(Dataset entries)
────────────────

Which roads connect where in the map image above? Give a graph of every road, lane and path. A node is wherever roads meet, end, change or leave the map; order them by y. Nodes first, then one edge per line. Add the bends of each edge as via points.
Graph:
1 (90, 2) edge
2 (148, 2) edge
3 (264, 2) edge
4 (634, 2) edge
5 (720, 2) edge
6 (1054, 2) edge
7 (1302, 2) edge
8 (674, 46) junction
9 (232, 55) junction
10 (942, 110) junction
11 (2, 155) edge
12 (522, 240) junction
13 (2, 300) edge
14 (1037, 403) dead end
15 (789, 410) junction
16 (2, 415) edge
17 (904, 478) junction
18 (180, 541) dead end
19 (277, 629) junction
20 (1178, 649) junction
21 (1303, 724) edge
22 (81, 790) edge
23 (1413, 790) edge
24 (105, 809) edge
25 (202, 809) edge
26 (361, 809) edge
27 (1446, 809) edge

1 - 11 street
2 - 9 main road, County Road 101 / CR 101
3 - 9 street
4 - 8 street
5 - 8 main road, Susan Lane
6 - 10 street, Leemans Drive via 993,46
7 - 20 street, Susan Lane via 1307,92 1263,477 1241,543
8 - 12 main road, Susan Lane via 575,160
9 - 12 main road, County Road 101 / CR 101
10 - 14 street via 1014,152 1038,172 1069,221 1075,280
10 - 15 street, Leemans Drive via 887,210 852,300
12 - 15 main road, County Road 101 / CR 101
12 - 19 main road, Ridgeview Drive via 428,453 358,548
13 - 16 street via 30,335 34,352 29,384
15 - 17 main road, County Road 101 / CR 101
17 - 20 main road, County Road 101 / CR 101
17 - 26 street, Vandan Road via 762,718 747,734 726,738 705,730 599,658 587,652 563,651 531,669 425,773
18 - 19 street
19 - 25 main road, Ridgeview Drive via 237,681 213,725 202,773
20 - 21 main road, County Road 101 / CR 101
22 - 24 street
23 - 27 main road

────────────────

* [WHAT YOU ARE ASKED TO DO]:
Write out each line above with the word "Drive".

* [RESPONSE]:
6 - 10 street, Leemans Drive via 993,46
10 - 15 street, Leemans Drive via 887,210 852,300
12 - 19 main road, Ridgeview Drive via 428,453 358,548
19 - 25 main road, Ridgeview Drive via 237,681 213,725 202,773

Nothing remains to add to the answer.